Stored data entries
+---+
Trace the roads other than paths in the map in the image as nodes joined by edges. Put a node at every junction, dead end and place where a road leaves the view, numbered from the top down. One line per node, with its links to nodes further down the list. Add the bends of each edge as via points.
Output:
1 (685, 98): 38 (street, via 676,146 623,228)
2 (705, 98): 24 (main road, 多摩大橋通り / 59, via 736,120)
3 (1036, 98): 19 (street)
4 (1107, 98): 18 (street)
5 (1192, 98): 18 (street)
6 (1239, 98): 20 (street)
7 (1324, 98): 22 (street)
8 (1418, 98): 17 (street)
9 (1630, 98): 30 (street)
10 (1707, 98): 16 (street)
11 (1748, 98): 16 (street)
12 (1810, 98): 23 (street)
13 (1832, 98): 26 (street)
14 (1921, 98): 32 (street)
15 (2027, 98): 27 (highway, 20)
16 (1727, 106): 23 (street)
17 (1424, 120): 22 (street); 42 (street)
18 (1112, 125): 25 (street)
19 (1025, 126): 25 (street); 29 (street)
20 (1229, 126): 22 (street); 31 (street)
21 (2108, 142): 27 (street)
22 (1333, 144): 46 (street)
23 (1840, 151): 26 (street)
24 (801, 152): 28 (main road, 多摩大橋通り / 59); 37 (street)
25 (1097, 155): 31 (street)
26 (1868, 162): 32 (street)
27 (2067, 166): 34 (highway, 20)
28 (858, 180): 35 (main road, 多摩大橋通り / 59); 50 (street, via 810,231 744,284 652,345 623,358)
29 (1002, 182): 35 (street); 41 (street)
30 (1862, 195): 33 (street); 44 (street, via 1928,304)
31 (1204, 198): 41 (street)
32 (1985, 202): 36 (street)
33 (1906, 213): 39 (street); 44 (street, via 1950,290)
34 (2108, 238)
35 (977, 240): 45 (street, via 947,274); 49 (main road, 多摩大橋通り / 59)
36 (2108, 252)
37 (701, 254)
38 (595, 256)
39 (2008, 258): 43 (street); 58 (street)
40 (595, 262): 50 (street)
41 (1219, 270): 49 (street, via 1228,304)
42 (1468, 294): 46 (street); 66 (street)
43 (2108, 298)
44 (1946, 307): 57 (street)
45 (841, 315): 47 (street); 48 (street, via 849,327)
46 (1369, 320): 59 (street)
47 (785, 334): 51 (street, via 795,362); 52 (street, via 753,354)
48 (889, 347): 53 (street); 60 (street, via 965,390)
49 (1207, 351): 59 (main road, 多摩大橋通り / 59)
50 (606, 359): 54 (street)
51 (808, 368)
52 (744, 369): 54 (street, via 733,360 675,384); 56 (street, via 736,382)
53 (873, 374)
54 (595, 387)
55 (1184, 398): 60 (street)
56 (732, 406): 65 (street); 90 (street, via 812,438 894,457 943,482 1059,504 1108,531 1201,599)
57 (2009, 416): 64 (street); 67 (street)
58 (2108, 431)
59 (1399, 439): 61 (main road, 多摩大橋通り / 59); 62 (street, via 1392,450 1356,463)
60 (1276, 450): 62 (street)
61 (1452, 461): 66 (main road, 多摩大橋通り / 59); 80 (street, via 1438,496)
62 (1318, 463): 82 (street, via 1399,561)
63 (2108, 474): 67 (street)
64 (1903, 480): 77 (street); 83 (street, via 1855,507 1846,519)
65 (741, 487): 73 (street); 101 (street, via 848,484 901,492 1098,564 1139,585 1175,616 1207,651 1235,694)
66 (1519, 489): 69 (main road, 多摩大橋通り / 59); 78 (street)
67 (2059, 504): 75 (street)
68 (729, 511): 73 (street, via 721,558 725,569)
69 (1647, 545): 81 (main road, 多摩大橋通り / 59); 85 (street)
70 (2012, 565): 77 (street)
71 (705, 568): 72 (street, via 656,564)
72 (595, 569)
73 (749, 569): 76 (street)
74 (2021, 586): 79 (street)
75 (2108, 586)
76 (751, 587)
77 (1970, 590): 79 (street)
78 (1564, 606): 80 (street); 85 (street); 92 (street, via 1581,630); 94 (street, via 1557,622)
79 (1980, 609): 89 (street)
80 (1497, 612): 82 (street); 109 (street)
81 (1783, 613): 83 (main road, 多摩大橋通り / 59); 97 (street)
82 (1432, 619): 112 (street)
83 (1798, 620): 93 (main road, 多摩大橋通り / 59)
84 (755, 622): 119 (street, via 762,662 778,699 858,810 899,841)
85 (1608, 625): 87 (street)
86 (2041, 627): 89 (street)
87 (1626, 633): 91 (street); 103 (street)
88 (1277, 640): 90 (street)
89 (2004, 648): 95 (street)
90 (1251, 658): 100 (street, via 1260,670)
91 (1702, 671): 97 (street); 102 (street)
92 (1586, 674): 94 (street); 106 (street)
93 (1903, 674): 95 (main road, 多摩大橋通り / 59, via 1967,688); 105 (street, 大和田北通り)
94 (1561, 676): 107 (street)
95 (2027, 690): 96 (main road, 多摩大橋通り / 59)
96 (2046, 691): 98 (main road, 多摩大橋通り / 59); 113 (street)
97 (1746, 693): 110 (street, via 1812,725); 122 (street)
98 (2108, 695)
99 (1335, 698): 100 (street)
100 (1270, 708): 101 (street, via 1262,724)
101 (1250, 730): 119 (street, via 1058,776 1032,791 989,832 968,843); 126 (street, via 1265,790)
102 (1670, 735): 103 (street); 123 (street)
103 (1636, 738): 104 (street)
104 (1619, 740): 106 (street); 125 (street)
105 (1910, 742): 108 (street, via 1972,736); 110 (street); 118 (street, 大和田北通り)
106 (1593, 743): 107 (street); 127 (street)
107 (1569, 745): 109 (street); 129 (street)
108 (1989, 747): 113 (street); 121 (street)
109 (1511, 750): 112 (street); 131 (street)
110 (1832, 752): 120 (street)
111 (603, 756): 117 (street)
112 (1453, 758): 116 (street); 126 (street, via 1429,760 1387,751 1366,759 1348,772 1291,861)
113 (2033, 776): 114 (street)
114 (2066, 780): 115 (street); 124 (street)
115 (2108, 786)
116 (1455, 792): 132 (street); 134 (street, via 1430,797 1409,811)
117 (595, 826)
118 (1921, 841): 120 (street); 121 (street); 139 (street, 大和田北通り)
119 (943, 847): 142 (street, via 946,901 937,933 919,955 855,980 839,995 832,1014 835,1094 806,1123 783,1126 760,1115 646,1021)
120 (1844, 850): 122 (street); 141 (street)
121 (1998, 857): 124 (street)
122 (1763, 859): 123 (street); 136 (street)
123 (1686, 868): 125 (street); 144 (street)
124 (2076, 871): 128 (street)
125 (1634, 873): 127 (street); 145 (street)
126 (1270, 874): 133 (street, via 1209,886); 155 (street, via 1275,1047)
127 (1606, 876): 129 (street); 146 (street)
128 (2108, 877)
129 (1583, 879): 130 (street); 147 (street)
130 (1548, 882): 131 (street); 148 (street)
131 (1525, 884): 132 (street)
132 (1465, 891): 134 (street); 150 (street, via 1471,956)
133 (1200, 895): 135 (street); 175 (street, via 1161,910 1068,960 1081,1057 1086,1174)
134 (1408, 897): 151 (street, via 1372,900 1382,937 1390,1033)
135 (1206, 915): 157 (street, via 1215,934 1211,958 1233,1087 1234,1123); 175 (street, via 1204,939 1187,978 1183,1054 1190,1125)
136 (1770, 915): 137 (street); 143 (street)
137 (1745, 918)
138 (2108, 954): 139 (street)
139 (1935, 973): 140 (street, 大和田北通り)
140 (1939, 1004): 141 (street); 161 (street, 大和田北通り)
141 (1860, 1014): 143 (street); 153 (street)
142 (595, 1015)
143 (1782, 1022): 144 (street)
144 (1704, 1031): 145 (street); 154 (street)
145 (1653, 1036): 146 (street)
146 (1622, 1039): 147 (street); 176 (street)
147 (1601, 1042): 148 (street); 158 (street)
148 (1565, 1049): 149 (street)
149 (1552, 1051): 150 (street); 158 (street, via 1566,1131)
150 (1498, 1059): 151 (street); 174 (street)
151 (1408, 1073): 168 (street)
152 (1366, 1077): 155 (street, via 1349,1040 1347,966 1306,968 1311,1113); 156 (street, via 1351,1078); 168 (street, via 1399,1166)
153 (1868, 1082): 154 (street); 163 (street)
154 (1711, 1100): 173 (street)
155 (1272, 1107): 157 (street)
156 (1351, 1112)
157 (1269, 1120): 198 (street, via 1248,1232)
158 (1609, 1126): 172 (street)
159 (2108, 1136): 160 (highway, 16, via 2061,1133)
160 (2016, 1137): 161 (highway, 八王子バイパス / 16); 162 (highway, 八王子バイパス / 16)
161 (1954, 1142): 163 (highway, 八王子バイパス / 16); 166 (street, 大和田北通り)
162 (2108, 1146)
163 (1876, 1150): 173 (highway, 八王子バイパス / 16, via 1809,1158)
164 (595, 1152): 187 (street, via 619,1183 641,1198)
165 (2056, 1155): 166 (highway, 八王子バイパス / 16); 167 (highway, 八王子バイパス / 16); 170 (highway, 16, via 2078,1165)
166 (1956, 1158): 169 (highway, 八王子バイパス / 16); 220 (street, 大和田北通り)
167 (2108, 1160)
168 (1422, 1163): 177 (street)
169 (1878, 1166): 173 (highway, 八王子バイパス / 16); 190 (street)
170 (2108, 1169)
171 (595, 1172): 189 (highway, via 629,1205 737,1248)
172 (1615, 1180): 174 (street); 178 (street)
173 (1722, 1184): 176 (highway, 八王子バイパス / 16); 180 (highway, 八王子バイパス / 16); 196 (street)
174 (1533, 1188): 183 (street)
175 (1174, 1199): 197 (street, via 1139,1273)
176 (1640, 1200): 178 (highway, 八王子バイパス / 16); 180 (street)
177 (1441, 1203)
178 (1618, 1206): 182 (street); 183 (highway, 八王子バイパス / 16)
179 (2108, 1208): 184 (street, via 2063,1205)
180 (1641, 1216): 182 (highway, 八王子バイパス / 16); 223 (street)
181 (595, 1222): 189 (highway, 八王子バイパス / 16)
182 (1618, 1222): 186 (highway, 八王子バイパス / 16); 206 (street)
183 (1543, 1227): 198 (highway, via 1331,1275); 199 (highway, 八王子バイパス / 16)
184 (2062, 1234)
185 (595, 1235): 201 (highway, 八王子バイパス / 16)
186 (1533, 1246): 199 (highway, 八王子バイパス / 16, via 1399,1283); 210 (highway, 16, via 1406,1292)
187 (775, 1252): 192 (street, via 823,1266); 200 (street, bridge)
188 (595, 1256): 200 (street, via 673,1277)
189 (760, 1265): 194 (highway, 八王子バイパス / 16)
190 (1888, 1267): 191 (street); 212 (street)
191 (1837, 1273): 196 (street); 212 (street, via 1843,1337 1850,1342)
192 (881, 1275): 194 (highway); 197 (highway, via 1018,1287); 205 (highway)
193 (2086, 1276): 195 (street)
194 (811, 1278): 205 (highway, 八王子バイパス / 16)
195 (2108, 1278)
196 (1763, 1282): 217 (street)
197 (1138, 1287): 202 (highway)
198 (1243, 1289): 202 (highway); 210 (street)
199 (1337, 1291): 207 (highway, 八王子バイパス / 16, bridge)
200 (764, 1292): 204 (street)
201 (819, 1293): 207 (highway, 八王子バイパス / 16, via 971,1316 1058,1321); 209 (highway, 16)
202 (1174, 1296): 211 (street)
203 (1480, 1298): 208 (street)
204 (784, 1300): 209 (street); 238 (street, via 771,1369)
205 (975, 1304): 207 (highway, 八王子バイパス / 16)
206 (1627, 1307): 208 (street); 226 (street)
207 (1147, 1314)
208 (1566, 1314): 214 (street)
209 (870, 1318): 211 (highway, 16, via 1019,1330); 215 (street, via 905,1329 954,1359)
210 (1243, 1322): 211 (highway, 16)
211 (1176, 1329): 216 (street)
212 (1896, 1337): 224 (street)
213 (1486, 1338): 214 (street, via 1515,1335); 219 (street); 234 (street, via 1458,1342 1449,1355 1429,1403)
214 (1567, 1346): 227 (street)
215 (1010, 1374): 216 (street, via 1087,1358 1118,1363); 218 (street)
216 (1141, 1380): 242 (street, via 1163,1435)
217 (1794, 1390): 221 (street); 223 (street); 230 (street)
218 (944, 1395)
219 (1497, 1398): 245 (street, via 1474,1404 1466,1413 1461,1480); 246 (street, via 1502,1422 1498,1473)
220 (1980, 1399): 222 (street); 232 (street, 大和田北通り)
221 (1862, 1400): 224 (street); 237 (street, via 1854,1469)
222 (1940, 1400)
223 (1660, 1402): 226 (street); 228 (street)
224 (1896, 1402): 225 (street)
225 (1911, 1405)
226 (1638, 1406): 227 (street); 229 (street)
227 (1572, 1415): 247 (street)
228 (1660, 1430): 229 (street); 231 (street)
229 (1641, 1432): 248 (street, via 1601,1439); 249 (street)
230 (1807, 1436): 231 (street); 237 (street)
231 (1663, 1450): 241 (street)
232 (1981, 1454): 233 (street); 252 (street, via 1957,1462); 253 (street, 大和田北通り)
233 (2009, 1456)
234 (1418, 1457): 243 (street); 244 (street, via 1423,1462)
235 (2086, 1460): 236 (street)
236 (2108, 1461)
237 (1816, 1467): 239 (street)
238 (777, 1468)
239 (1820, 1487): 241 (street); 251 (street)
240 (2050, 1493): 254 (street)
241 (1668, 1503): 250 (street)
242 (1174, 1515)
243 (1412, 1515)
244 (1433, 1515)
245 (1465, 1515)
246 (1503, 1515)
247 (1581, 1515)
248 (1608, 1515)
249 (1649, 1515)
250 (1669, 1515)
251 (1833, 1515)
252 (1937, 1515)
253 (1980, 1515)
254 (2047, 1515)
+---+
* _INSTRUCTIONS TO FOLLOW_: State how many lines above contain the word "大和田北通り", and nothing more.

* _SOLUTION FOR THIS EXERCISE_: 9